Task prompt: Your response should consist of the entries below, written out exactly.

[Dataset records Boundary: Start]

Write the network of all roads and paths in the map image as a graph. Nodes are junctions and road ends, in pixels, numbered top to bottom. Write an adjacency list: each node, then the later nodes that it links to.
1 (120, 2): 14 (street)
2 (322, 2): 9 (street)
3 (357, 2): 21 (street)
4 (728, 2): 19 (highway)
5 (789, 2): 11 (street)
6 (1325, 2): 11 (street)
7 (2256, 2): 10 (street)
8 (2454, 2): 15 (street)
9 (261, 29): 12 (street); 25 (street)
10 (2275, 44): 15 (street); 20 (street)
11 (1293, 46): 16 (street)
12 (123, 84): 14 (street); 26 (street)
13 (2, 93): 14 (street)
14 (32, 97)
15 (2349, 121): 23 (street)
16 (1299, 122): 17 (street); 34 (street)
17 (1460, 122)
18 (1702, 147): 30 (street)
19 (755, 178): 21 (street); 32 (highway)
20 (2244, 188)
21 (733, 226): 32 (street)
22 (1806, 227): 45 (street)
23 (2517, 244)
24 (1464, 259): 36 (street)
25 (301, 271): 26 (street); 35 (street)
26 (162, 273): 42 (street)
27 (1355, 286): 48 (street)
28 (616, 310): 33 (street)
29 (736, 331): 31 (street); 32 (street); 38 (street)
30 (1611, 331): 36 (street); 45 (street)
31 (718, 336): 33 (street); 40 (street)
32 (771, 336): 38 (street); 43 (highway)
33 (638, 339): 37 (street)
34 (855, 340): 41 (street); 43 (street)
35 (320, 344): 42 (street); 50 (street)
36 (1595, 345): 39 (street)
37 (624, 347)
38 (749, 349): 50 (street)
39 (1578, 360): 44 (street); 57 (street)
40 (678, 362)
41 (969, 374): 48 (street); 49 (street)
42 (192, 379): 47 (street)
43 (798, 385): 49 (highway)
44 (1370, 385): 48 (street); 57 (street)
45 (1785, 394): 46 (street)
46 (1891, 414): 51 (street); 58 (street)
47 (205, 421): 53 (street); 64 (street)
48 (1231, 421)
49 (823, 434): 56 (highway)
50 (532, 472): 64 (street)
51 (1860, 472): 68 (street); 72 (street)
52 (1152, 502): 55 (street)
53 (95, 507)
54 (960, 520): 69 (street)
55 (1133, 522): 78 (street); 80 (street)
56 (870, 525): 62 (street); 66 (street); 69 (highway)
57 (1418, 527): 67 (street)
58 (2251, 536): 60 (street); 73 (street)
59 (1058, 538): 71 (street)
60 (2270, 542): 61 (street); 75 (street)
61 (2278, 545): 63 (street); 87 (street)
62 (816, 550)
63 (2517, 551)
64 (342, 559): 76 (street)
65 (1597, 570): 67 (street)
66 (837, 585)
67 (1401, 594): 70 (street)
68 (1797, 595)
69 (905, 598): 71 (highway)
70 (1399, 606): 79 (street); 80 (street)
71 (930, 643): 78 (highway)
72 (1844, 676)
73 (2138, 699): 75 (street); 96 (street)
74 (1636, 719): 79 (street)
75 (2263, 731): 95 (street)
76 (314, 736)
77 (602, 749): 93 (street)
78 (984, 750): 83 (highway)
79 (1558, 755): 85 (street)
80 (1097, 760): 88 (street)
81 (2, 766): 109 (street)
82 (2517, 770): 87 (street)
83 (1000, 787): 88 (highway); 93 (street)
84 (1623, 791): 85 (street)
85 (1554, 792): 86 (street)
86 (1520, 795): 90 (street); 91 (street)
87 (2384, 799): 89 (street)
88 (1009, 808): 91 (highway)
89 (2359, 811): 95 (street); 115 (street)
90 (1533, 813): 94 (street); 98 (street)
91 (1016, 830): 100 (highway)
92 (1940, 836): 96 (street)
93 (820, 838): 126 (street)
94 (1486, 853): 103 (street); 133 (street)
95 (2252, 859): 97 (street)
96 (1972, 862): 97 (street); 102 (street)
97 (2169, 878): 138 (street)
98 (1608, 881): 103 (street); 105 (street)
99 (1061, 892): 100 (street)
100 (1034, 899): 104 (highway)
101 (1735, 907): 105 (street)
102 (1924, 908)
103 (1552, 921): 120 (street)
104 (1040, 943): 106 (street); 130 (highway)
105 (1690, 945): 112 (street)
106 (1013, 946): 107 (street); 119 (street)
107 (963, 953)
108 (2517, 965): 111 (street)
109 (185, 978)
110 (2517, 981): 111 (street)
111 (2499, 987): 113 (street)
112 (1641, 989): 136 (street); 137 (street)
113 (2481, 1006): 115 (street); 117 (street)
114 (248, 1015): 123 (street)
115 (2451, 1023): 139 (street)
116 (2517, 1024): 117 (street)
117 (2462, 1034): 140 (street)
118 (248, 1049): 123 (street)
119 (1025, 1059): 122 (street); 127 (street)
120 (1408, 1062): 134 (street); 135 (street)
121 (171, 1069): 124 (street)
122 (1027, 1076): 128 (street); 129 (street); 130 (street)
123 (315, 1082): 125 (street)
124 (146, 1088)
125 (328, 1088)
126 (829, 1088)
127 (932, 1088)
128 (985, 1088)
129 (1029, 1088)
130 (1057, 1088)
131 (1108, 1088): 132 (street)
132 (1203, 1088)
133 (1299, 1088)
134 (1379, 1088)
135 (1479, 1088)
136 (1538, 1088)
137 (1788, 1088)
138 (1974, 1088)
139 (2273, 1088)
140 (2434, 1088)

[Dataset records Boundary: End]

Your response:
Write the network of all roads and paths in the map image as a graph. Nodes are junctions and road ends, in pixels, numbered top to bottom. Write an adjacency list: each node, then the later nodes that it links to.
1 (120, 2): 14 (street)
2 (322, 2): 9 (street)
3 (357, 2): 21 (street)
4 (728, 2): 19 (highway)
5 (789, 2): 11 (street)
6 (1325, 2): 11 (street)
7 (2256, 2): 10 (street)
8 (2454, 2): 15 (street)
9 (261, 29): 12 (street); 25 (street)
10 (2275, 44): 15 (street); 20 (street)
11 (1293, 46): 16 (street)
12 (123, 84): 14 (street); 26 (street)
13 (2, 93): 14 (street)
14 (32, 97)
15 (2349, 121): 23 (street)
16 (1299, 122): 17 (street); 34 (street)
17 (1460, 122)
18 (1702, 147): 30 (street)
19 (755, 178): 21 (street); 32 (highway)
20 (2244, 188)
21 (733, 226): 32 (street)
22 (1806, 227): 45 (street)
23 (2517, 244)
24 (1464, 259): 36 (street)
25 (301, 271): 26 (street); 35 (street)
26 (162, 273): 42 (street)
27 (1355, 286): 48 (street)
28 (616, 310): 33 (street)
29 (736, 331): 31 (street); 32 (street); 38 (street)
30 (1611, 331): 36 (street); 45 (street)
31 (718, 336): 33 (street); 40 (street)
32 (771, 336): 38 (street); 43 (highway)
33 (638, 339): 37 (street)
34 (855, 340): 41 (street); 43 (street)
35 (320, 344): 42 (street); 50 (street)
36 (1595, 345): 39 (street)
37 (624, 347)
38 (749, 349): 50 (street)
39 (1578, 360): 44 (street); 57 (street)
40 (678, 362)
41 (969, 374): 48 (street); 49 (street)
42 (192, 379): 47 (street)
43 (798, 385): 49 (highway)
44 (1370, 385): 48 (street); 57 (street)
45 (1785, 394): 46 (street)
46 (1891, 414): 51 (street); 58 (street)
47 (205, 421): 53 (street); 64 (street)
48 (1231, 421)
49 (823, 434): 56 (highway)
50 (532, 472): 64 (street)
51 (1860, 472): 68 (street); 72 (street)
52 (1152, 502): 55 (street)
53 (95, 507)
54 (960, 520): 69 (street)
55 (1133, 522): 78 (street); 80 (street)
56 (870, 525): 62 (street); 66 (street); 69 (highway)
57 (1418, 527): 67 (street)
58 (2251, 536): 60 (street); 73 (street)
59 (1058, 538): 71 (street)
60 (2270, 542): 61 (street); 75 (street)
61 (2278, 545): 63 (street); 87 (street)
62 (816, 550)
63 (2517, 551)
64 (342, 559): 76 (street)
65 (1597, 570): 67 (street)
66 (837, 585)
67 (1401, 594): 70 (street)
68 (1797, 595)
69 (905, 598): 71 (highway)
70 (1399, 606): 79 (street); 80 (street)
71 (930, 643): 78 (highway)
72 (1844, 676)
73 (2138, 699): 75 (street); 96 (street)
74 (1636, 719): 79 (street)
75 (2263, 731): 95 (street)
76 (314, 736)
77 (602, 749): 93 (street)
78 (984, 750): 83 (highway)
79 (1558, 755): 85 (street)
80 (1097, 760): 88 (street)
81 (2, 766): 109 (street)
82 (2517, 770): 87 (street)
83 (1000, 787): 88 (highway); 93 (street)
84 (1623, 791): 85 (street)
85 (1554, 792): 86 (street)
86 (1520, 795): 90 (street); 91 (street)
87 (2384, 799): 89 (street)
88 (1009, 808): 91 (highway)
89 (2359, 811): 95 (street); 115 (street)
90 (1533, 813): 94 (street); 98 (street)
91 (1016, 830): 100 (highway)
92 (1940, 836): 96 (street)
93 (820, 838): 126 (street)
94 (1486, 853): 103 (street); 133 (street)
95 (2252, 859): 97 (street)
96 (1972, 862): 97 (street); 102 (street)
97 (2169, 878): 138 (street)
98 (1608, 881): 103 (street); 105 (street)
99 (1061, 892): 100 (street)
100 (1034, 899): 104 (highway)
101 (1735, 907): 105 (street)
102 (1924, 908)
103 (1552, 921): 120 (street)
104 (1040, 943): 106 (street); 130 (highway)
105 (1690, 945): 112 (street)
106 (1013, 946): 107 (street); 119 (street)
107 (963, 953)
108 (2517, 965): 111 (street)
109 (185, 978)
110 (2517, 981): 111 (street)
111 (2499, 987): 113 (street)
112 (1641, 989): 136 (street); 137 (street)
113 (2481, 1006): 115 (street); 117 (street)
114 (248, 1015): 123 (street)
115 (2451, 1023): 139 (street)
116 (2517, 1024): 117 (street)
117 (2462, 1034): 140 (street)
118 (248, 1049): 123 (street)
119 (1025, 1059): 122 (street); 127 (street)
120 (1408, 1062): 134 (street); 135 (street)
121 (171, 1069): 124 (street)
122 (1027, 1076): 128 (street); 129 (street); 130 (street)
123 (315, 1082): 125 (street)
124 (146, 1088)
125 (328, 1088)
126 (829, 1088)
127 (932, 1088)
128 (985, 1088)
129 (1029, 1088)
130 (1057, 1088)
131 (1108, 1088): 132 (street)
132 (1203, 1088)
133 (1299, 1088)
134 (1379, 1088)
135 (1479, 1088)
136 (1538, 1088)
137 (1788, 1088)
138 (1974, 1088)
139 (2273, 1088)
140 (2434, 1088)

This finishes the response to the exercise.